◆ Records
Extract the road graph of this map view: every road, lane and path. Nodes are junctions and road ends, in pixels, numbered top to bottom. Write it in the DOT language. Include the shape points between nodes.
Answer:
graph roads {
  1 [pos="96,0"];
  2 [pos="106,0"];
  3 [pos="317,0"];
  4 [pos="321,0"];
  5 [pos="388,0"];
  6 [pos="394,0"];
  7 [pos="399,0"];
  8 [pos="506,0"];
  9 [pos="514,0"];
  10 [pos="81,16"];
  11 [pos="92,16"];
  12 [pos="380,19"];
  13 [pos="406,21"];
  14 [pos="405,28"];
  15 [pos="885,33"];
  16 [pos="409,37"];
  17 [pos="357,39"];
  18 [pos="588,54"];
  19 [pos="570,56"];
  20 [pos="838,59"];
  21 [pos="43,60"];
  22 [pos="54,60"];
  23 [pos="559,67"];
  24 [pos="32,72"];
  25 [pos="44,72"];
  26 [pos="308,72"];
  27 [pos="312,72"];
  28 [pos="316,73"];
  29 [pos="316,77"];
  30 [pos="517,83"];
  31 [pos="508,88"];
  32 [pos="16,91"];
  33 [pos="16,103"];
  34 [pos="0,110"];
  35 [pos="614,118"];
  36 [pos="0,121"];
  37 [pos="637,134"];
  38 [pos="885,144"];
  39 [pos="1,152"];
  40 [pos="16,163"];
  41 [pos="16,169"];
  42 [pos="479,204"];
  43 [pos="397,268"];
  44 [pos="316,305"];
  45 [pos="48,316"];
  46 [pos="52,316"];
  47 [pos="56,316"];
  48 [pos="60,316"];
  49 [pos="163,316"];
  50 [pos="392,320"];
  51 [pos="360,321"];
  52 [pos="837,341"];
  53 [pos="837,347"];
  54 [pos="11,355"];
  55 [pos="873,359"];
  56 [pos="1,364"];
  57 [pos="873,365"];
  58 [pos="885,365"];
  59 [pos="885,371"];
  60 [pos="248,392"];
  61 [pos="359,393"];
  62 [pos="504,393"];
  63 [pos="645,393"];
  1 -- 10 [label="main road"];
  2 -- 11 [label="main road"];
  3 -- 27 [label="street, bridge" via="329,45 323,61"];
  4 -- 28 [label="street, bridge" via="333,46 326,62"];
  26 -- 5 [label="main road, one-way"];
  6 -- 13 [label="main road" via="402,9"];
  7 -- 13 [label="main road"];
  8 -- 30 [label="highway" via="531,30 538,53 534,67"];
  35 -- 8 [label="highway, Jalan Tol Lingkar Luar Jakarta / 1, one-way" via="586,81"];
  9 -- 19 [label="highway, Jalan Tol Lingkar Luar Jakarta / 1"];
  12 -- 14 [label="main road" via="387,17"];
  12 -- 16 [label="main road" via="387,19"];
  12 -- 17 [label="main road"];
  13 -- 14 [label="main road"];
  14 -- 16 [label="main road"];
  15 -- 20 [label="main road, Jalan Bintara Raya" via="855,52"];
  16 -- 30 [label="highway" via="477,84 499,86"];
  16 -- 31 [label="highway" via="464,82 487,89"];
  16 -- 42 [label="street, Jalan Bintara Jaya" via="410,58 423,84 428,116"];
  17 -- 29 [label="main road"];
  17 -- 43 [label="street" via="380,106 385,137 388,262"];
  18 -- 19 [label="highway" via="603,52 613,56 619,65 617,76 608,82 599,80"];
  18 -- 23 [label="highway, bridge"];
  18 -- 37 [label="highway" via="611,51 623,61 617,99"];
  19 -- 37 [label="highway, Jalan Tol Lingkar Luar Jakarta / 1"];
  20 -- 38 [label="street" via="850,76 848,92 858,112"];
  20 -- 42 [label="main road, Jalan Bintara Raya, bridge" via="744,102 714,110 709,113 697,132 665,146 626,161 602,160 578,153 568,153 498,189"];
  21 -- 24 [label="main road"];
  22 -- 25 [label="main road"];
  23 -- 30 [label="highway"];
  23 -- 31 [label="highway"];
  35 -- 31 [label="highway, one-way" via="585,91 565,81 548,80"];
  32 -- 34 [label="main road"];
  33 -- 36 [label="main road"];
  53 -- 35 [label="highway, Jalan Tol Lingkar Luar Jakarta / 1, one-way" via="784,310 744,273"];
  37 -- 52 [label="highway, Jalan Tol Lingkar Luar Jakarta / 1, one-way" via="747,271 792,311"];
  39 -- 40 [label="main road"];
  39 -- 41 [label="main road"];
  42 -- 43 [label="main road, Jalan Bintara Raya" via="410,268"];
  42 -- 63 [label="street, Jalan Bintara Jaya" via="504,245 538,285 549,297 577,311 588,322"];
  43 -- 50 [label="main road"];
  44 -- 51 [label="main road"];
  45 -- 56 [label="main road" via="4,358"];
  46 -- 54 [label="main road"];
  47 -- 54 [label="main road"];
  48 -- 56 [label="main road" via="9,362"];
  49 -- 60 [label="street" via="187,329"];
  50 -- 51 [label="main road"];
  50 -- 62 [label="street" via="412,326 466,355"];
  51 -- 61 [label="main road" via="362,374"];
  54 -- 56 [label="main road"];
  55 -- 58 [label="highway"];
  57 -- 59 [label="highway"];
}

◆ Work request
Please find, in the entries above, every line where "bridge" occurs, and copy it.

◆ Task output
  3 -- 27 [label="street, bridge" via="329,45 323,61"];
  4 -- 28 [label="street, bridge" via="333,46 326,62"];
  18 -- 23 [label="highway, bridge"];
  20 -- 42 [label="main road, Jalan Bintara Raya, bridge" via="744,102 714,110 709,113 697,132 665,146 626,161 602,160 578,153 568,153 498,189"];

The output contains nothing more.